But one other thing also stands out. During the hey-day of the socalled cold war, many persons told us that it was futile to erect trade barriers against the Communist nations and that that would only make them more hostile. Now we have some of these same people telling us we should lift our embargo against Cuba. Trade reduces tensions, we are told. Now if this argument has any logic to it, wouldn't tension with Rhodesia be minimal if we maintained trade with her? Following on with the same line of reasoning, we are often told that only through dialog and more communication can we influence foreign nations. So, if our purpose is to influence Rhodesia, why embargo trade with her and maintain no diplomatic relations? We've paid our "pence to the British crown," I believe, and it is time to act in our own self-interest, in my view.

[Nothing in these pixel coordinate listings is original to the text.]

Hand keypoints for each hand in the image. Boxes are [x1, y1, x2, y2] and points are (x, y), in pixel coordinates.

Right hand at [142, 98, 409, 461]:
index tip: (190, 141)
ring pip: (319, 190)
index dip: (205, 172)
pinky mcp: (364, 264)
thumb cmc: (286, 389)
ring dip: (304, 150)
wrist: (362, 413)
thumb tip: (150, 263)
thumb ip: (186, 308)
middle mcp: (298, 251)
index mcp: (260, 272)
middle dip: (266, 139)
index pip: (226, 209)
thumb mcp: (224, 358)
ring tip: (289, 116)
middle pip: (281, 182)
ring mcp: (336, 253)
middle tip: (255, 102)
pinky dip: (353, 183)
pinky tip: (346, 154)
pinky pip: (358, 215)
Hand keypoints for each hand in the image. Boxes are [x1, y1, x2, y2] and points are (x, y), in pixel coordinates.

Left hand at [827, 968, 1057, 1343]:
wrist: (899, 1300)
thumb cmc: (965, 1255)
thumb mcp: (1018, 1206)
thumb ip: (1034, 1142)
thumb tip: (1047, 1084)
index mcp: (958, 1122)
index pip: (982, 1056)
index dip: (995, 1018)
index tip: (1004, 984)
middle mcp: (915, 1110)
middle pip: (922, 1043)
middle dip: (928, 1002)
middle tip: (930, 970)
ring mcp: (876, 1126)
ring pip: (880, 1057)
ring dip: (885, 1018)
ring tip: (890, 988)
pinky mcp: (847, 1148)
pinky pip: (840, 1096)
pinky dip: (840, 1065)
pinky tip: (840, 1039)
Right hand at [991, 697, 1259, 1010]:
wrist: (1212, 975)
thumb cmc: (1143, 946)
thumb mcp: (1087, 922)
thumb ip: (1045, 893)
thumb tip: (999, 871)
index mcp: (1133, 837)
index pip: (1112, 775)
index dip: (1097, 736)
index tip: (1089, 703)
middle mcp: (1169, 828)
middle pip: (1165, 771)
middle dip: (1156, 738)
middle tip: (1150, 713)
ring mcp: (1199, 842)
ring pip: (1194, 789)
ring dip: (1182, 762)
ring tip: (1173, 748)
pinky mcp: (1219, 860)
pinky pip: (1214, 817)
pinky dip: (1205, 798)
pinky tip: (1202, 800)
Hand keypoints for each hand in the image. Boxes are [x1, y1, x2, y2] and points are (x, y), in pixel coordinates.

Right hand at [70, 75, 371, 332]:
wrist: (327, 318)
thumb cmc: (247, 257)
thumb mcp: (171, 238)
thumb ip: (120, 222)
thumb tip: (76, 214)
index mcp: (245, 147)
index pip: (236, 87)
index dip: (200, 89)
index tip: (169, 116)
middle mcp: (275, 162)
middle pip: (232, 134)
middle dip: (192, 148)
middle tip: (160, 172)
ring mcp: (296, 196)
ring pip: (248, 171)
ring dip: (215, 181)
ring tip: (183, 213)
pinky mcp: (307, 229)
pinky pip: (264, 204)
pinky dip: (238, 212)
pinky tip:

Now a great deal has been made of the point that we have to comply with the U.N. sanctions in order to have good relations with the black nations of Africa. There is no doubt that they want us to comply and would like us to do so. But, I can think of none of them that will be more friendly or who would be our ally in time of need, if we did so. Most of these same nations trade with South Africa, but they don't talk about it.

I think we should look at what has happened. It has now been 10 years and Rhodesia has not fallen. It has now been 10 years and no great guerrilla movement has developed in Rhodesia amongst the population. And, let's face the fact that if the Rhodesian blacks are so discontented, they so outnumber the whites to the point that their position would quickly become untenable if the blacks joined the Marxist-inspired and Communist-armed guerrilla raiders coming across their border on occasional forays. But what has happened? The Rhodesian blacks have assisted the authorities in most cases in rounding up the raiders. This is not to say that Rhodesia is perfect, but it is also far from having the most problems in the world.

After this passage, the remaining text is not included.